▶ Exercise brief
Among the lines of the records, please find those that contain the word "roads" and copy them.

▶ Exercise materials
========================================================================

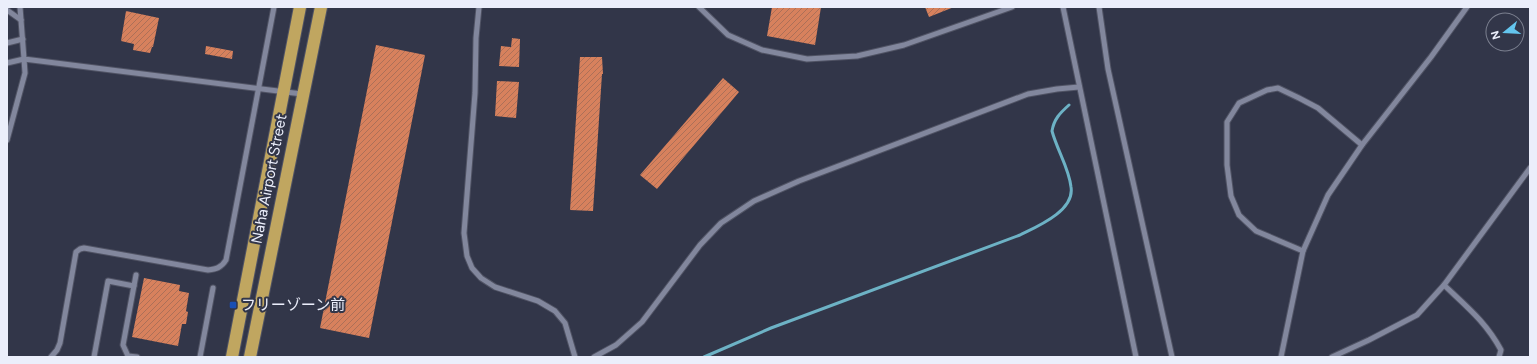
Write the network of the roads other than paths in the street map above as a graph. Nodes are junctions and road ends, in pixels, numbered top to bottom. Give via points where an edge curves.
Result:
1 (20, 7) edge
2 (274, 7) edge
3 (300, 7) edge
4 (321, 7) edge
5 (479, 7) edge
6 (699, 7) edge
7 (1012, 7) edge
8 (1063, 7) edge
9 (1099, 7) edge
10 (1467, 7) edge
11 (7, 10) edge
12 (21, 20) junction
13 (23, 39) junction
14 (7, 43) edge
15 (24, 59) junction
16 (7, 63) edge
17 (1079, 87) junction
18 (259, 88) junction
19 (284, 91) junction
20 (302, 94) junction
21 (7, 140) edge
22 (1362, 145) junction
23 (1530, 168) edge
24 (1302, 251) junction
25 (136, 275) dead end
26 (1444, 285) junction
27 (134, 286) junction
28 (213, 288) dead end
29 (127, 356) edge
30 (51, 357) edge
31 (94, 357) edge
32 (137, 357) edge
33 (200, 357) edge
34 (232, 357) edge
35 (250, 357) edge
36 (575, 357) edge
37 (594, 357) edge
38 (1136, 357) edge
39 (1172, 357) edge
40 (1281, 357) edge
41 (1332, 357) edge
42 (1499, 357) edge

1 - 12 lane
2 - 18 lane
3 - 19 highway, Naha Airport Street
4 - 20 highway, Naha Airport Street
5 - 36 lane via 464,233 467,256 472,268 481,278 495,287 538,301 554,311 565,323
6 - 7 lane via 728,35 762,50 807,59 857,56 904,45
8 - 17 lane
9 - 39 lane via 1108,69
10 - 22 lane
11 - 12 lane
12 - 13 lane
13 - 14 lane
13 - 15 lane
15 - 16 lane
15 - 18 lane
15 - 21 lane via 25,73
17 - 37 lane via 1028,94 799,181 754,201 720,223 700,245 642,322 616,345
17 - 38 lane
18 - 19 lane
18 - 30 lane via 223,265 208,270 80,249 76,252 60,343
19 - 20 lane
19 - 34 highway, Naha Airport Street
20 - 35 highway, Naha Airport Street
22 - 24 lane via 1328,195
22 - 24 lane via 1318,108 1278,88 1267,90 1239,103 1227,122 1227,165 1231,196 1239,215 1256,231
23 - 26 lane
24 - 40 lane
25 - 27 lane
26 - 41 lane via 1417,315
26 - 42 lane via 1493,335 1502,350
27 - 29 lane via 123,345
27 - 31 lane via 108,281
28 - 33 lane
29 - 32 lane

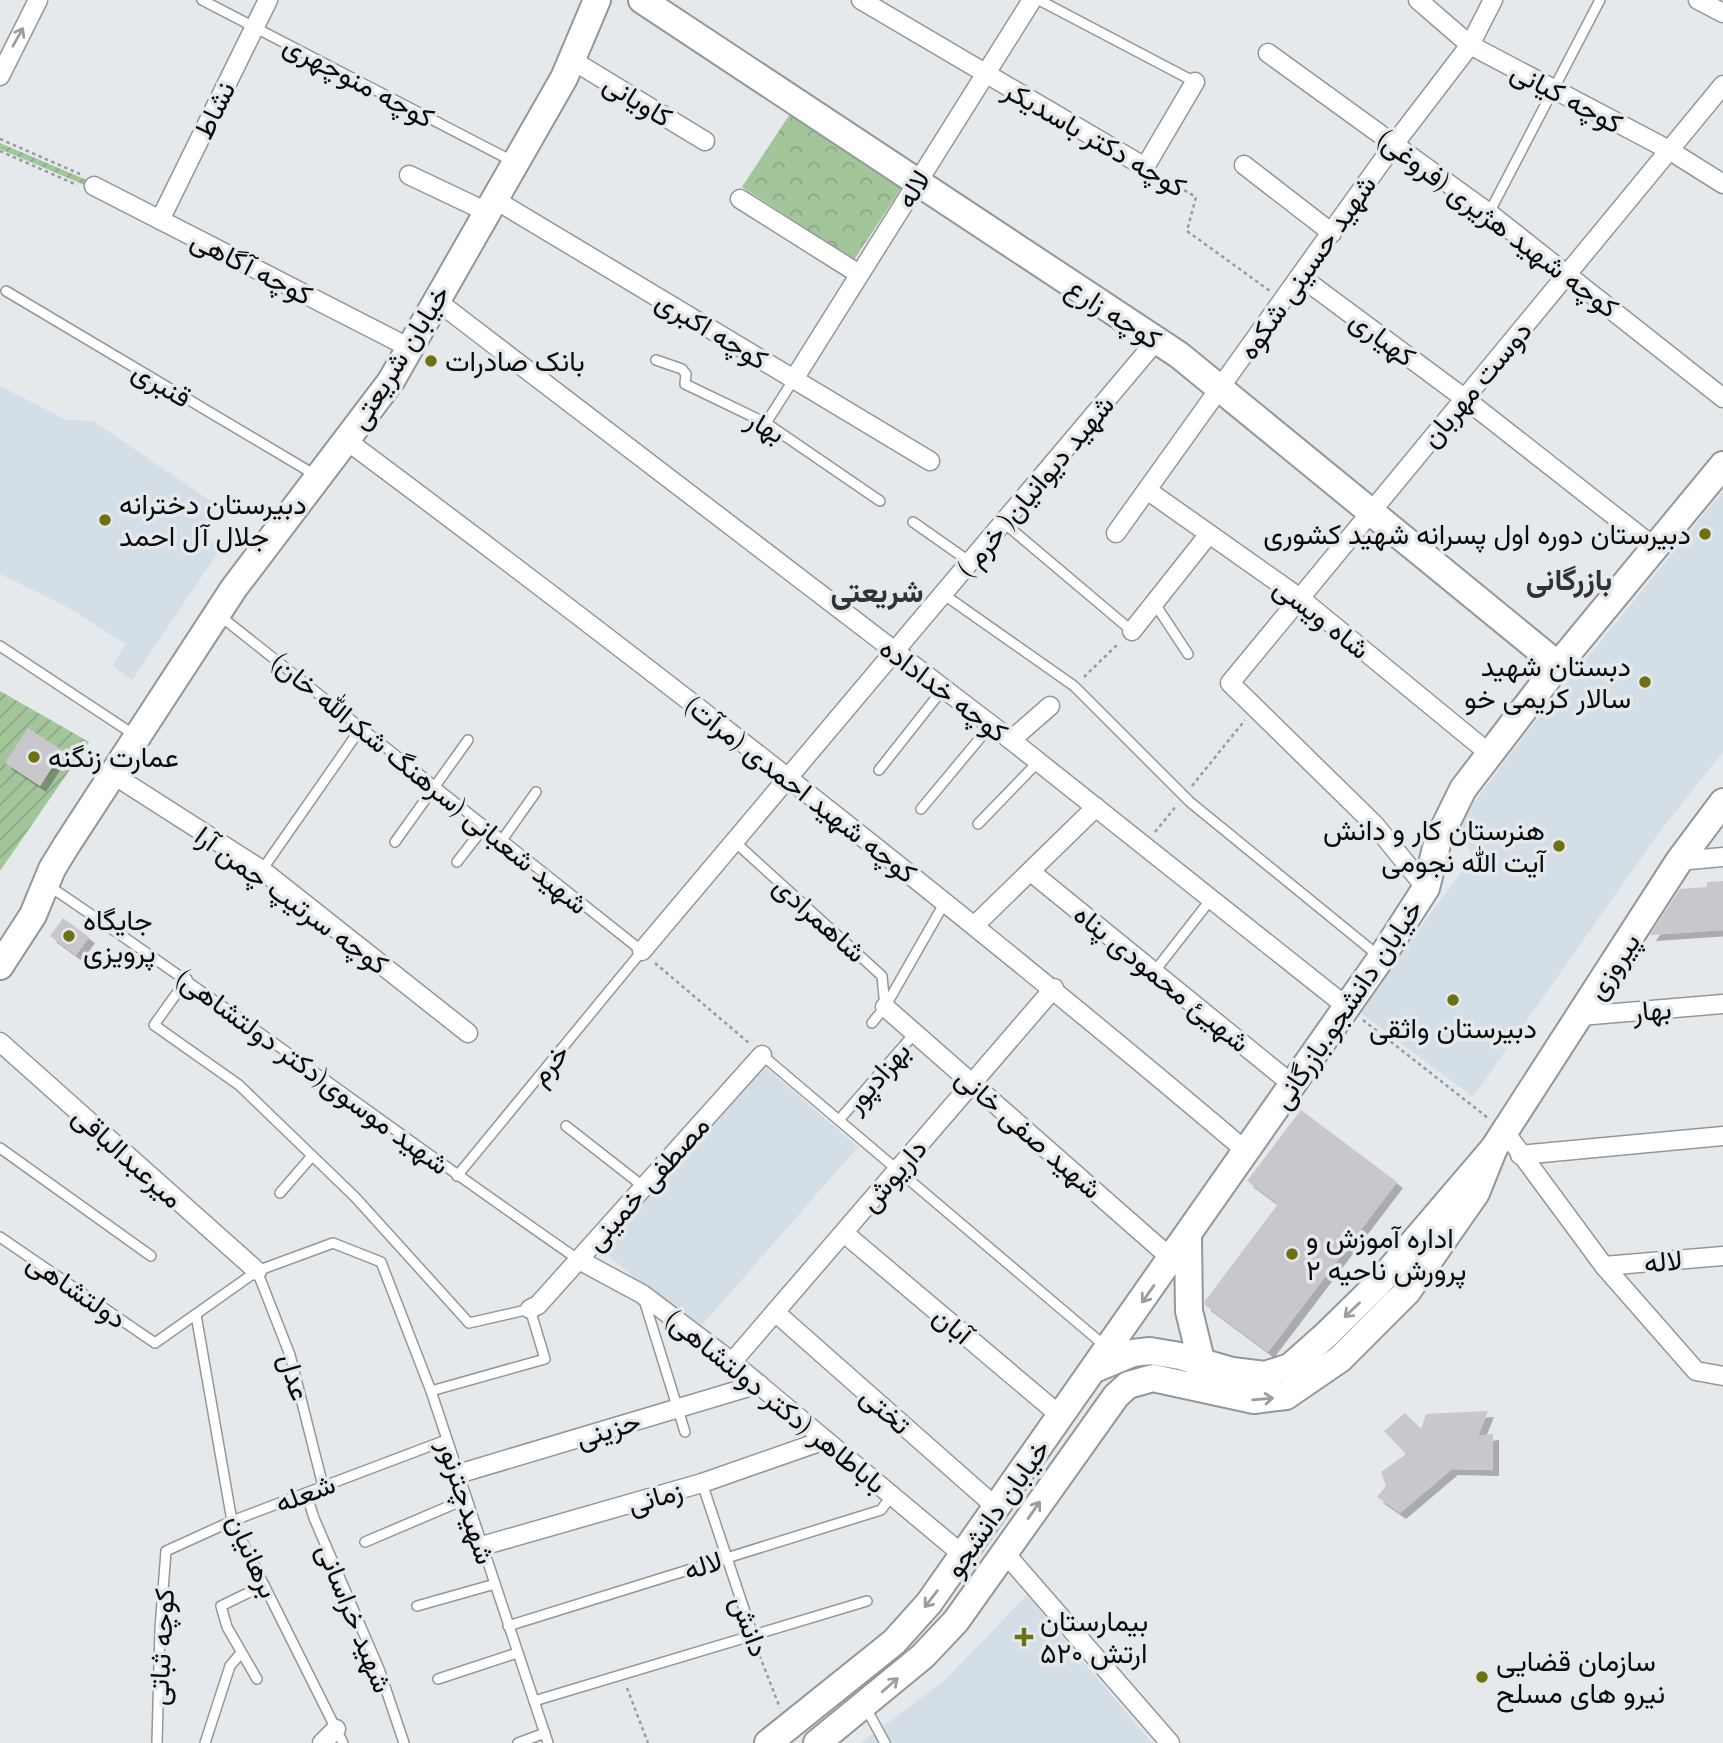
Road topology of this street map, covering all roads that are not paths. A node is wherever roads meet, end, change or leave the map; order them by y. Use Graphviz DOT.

========================================================================

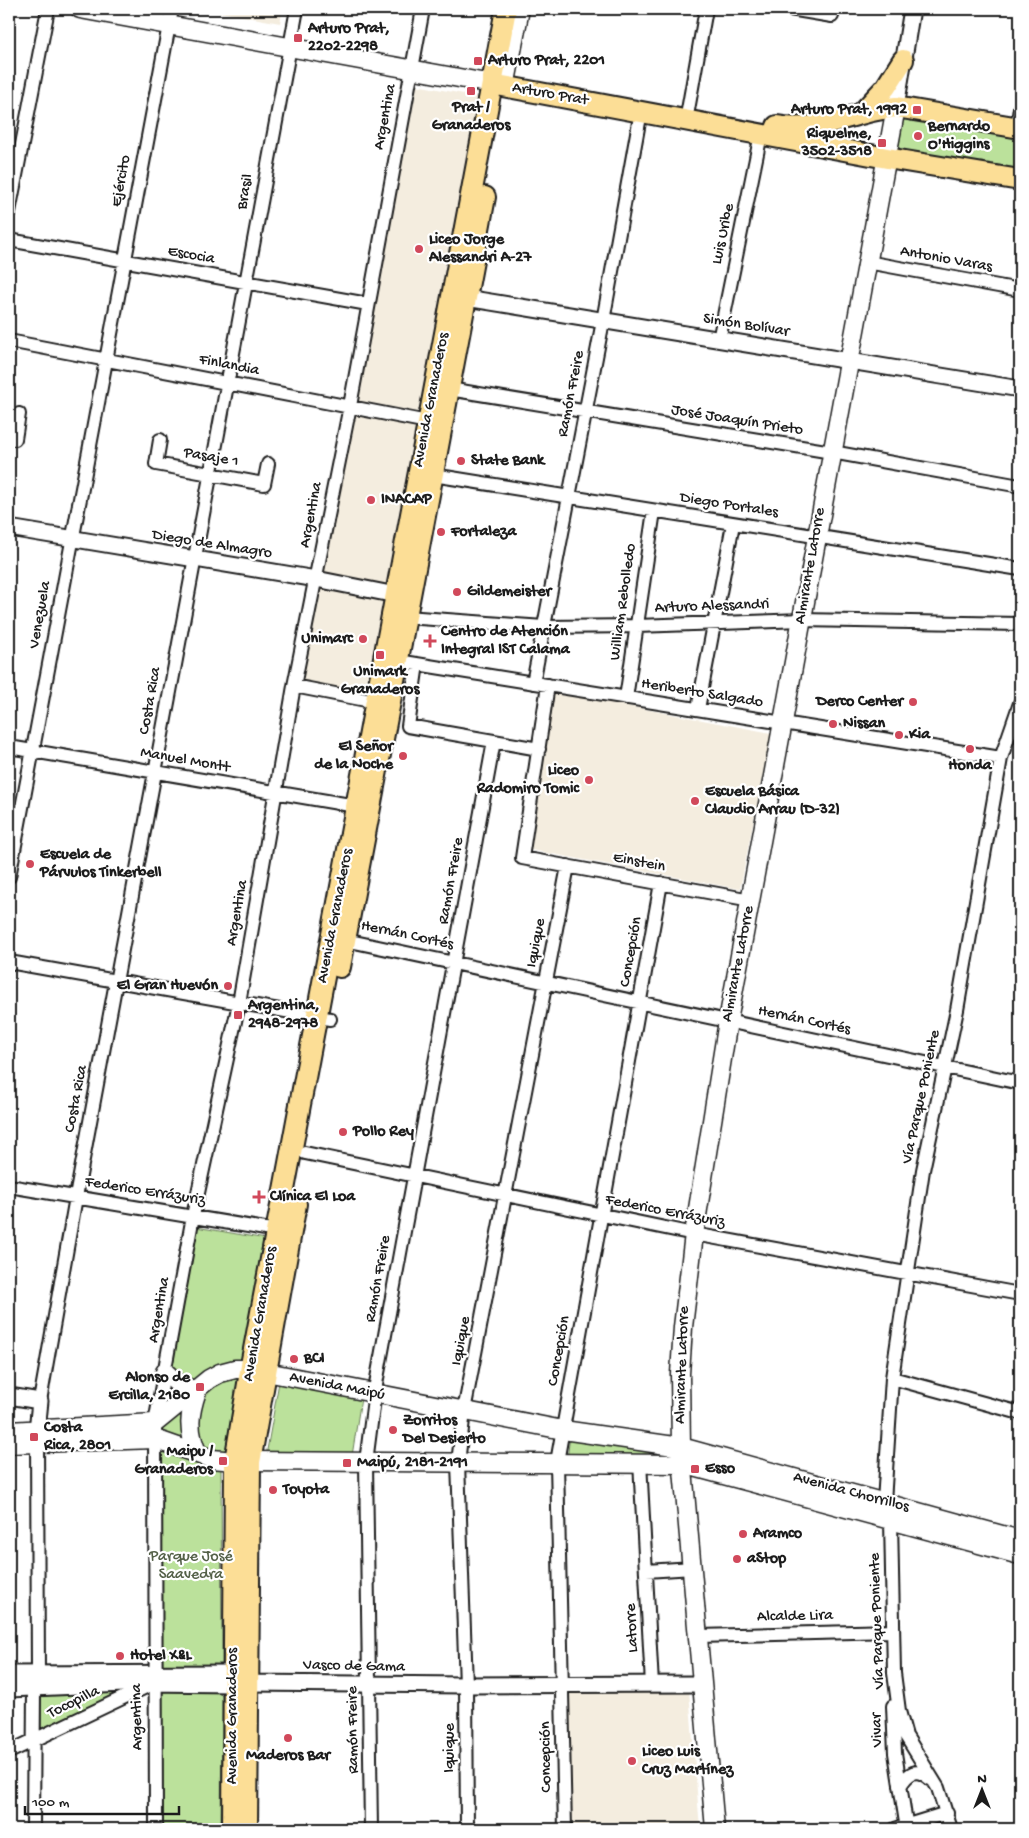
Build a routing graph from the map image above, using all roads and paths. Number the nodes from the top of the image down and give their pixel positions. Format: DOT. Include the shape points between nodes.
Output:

========================================================================

▶ Answer to this problem
Write the network of the roads other than paths in the street map above as a graph. Nodes are junctions and road ends, in pixels, numbered top to bottom. Give via points where an edge curves.
Road topology of this street map, covering all roads that are not paths. A node is wherever roads meet, end, change or leave the map; order them by y. Use Graphviz DOT.
Build a routing graph from the map image above, using all roads and paths. Number the nodes from the top of the image down and give their pixel positions. Format: DOT. Include the shape points between nodes.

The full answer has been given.